Following adjustments for the contributing
effects of blood pressure, age, smoking status, presence or absence
of diabetes, and other cardiovascular disease risk factors, the authors
found that elevated levels of both LDL and CRP correlated significantly
with the risk of cardiovascular disease events. Moreover, screening
for both biomarkers appeared to provide more accurate prognostic information
than either test alone. When used alone, the CRP test also appeared
to correlate more closely with already established cardiovascular disease
risk factors than did the LDL test by itself. Among the study volunteers,
the women with the highest blood levels of CRP had more than twice the
risk of experiencing a cardiovascular disease event than did the women
with the lowest CRP levels.
The results of this study suggest that
cardiovascular disease prevention strategies should target not only
LDL and total cholesterol levels in the blood, but also CRP levels.

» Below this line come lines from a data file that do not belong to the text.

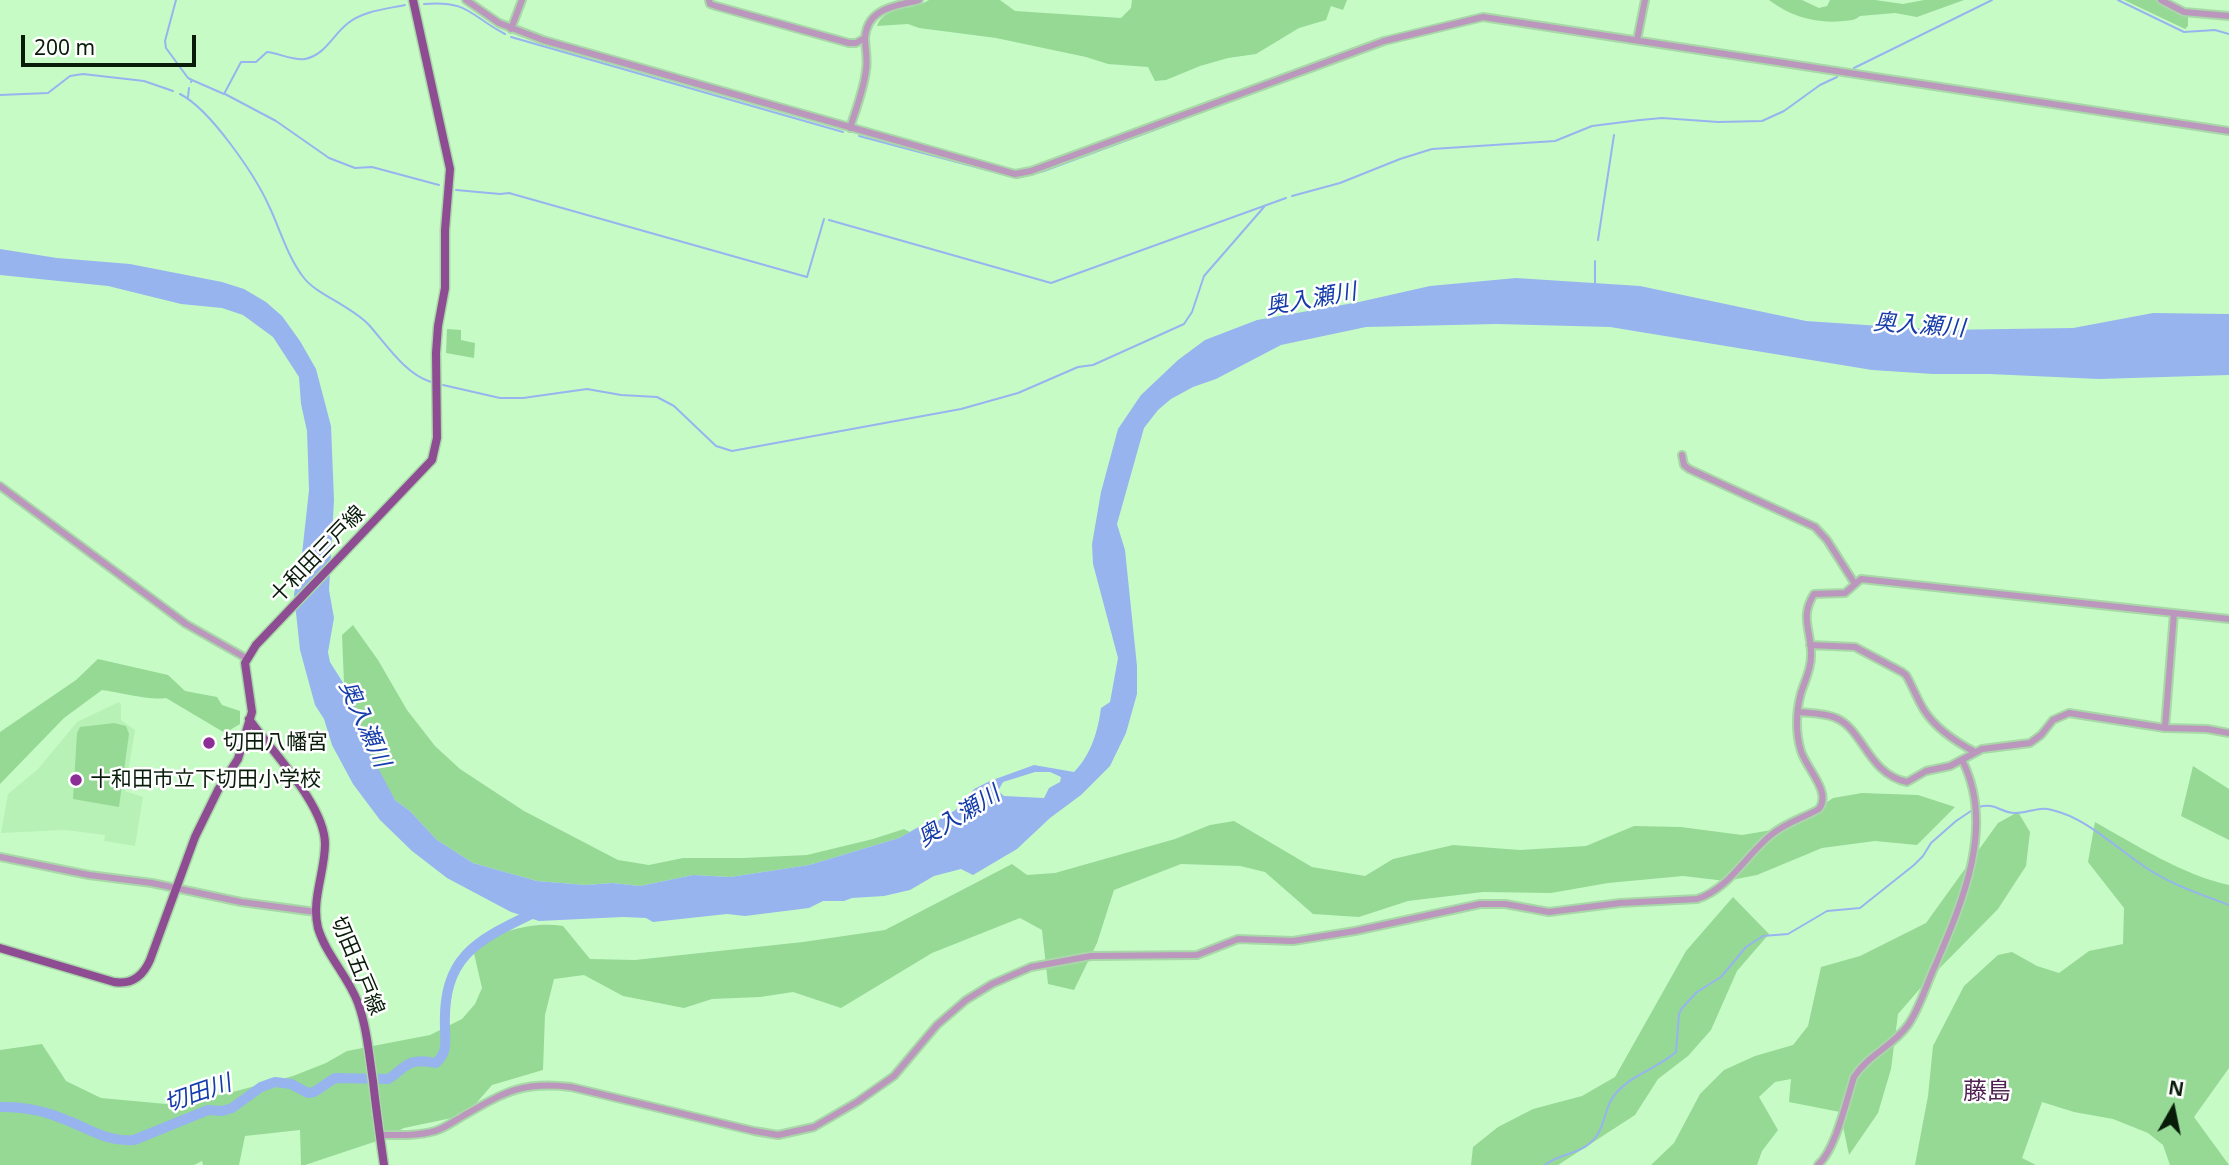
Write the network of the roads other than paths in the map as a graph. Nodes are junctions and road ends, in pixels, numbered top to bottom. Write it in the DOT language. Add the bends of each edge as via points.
graph roads {
  1 [pos="412,0"];
  2 [pos="466,0"];
  3 [pos="522,0"];
  4 [pos="709,0"];
  5 [pos="919,0"];
  6 [pos="1645,0"];
  7 [pos="2161,0"];
  8 [pos="2229,16"];
  9 [pos="511,29"];
  10 [pos="865,38"];
  11 [pos="1637,40"];
  12 [pos="850,128"];
  13 [pos="2229,131"];
  14 [pos="1682,454"];
  15 [pos="0,486"];
  16 [pos="1854,584"];
  17 [pos="2174,613"];
  18 [pos="2229,619"];
  19 [pos="1811,645"];
  20 [pos="246,658"];
  21 [pos="1798,712"];
  22 [pos="249,719"];
  23 [pos="2165,728"];
  24 [pos="2229,733"];
  25 [pos="1975,752"];
  26 [pos="1962,760"];
  27 [pos="0,857"];
  28 [pos="175,890"];
  29 [pos="316,912"];
  30 [pos="0,947"];
  31 [pos="380,1135"];
  32 [pos="384,1165"];
  33 [pos="1818,1165"];
  1 -- 20 [label="main road, 十和田三戸線" via="450,169 445,288 436,353 436,446 424,470"];
  2 -- 9 [label="street"];
  3 -- 9 [label="street"];
  4 -- 10 [label="street" via="716,6 849,43"];
  5 -- 10 [label="street" via="886,7 873,18"];
  6 -- 11 [label="street"];
  7 -- 8 [label="street" via="2184,12"];
  9 -- 12 [label="street"];
  10 -- 12 [label="street" via="865,79"];
  11 -- 12 [label="street" via="1477,17 1384,41 1021,173"];
  11 -- 13 [label="street"];
  14 -- 16 [label="street" via="1689,469 1815,527"];
  15 -- 20 [label="street" via="186,624"];
  16 -- 17 [label="street" via="1864,579"];
  16 -- 19 [label="street" via="1842,594 1814,594 1806,617"];
  17 -- 18 [label="street"];
  17 -- 23 [label="street"];
  19 -- 21 [label="street"];
  19 -- 25 [label="street" via="1855,647 1902,672 1933,721"];
  20 -- 22 [label="main road"];
  21 -- 26 [label="street" via="1836,718 1847,725 1880,768 1896,780 1907,782"];
  21 -- 31 [label="street" via="1798,742 1823,804 1769,836 1721,887 1697,899 1549,912 1480,904 1293,941 1238,939 1197,955 1091,956 1031,967 965,1000 880,1088 814,1127 792,1133 754,1131 547,1084 515,1089 436,1131"];
  22 -- 28 [label="main road" via="238,759 202,822"];
  22 -- 29 [label="main road, 切田五戸線" via="306,794 322,823 325,847"];
  23 -- 24 [label="street"];
  23 -- 25 [label="street" via="2069,713 2059,715 2030,743"];
  25 -- 26 [label="street"];
  26 -- 33 [label="street" via="1976,806 1963,898 1913,1018 1854,1077 1832,1142"];
  27 -- 28 [label="street"];
  28 -- 29 [label="street"];
  28 -- 30 [label="main road" via="147,968 129,982 114,982"];
  29 -- 31 [label="main road, 切田五戸線" via="322,938 357,999"];
  31 -- 32 [label="main road, 切田五戸線"];
}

The study’s authors concluded that CRP may be a more accurate prognostic
factor for the development and progression of cardiovascular disease
than the currently used LDL assay. The combined use of both CRP and
LDL tests may also enhance our ability to predict which patients are
at greatest risk of experiencing a heart attack or stroke due to atherosclerotic
arterial disease. The ability of anti-inflammatory medications such
as aspirin, and the statin class of drugs, to reduce CRP levels may
explain, at least in part, their well known cardiovascular disease prevention
effects. At the present time, however, the evidence that reducing high
CRP levels in the blood directly translates into a reduced risk of cardiovascular
events is lacking. Such a study would, of course, be a logical next
step.
Growth Hormone & Sex Steroid Supplements
& the Elderly
There have been several studies published
recently that have touted the “rejuvenating effects” of growth hormone
supplements in older adults. Growth hormone (GH) levels rapidly decline
following adolescence, and again in middle age. This progressive decline
in GH levels is thought to play an important role in the loss of lean
muscle mass that begins to develop in middle age. In men, testosterone
levels also play a key role in maintaining lean body muscle mass and,
like GH, levels of testosterone in the blood fall significantly during
mid-life. In this week’s Journal of the American Medical Association
is an interesting study that looks at the effects of human GH on strength
and endurance in older men and women. The study looked at the effects
of the sex hormones (SH) progesterone, estradiol and testosterone as
well. A total of 57 healthy men and 74 women, aged 65 to 88 years,
participated in the study for a duration of six years. The women received
GH and the female SH progesterone and estradiol. The men received GH
and testosterone supplements. Some of the patients received GH alone,
SH alone, or placebo (sugar pills) only. Lean body mass, fat mass,
muscle strength, oxygen consumption during exercise and adverse health
effects were evaluated.
Among the women, lean body mass increased
significantly while fat mass significantly decreased with GH and SH
and, to a slightly lesser extent, with GH alone. Muscle strength did
not increase significantly with GH plus SH, or with GH alone, among
the women. Oxygen consumption with exercise was also not significantly
improved in the women taking GH and SH, or with GH alone. The women
also tended to experience an increase in edema (swelling of the arms
and legs) with GH, and with GH plus SH.
Among the men, lean body mass increased
with GH, and even more dramatically with GH plus SH, while fat mass
decreased among the men taking GH, with or without SH. The men’s strength,
unlike the women’s, appeared to be marginally increased by the combination
of GH and SH. Carpal tunnel syndrome was more common in the men taking
GH. Diabetes and glucose intolerance was also more common among the
men receiving GH.
This study suggests that the benefits
of growth hormone in elderly patients are moderate in terms of improving
lean body mass (i.e., muscle), while the adverse effects of such treatment
may be quite significant in this age group. Only marginal improvements
in muscle strength and improved oxygen uptake occurred with GH plus
SH, and then only in the men. This study, though encompassing a rather
small number of participants, would appear to suggest that the benefits
of GH supplementation, with or without SH supplementation, are modest,
while the side effects are significant. Thus, based upon this study
anyway, it may be premature to recommend such supplements to overcome
the loss of lean body mass and endurance that comes with aging. On
the brighter side, however, weight training in older adults has been
conclusively shown to increase lean body muscle mass while reducing
body fat levels. As a side benefit of strength training among the elderly,
the risk of diabetes is reduced, along with the incidence of high blood
pressure, heart disease and other life-threatening age-related maladies!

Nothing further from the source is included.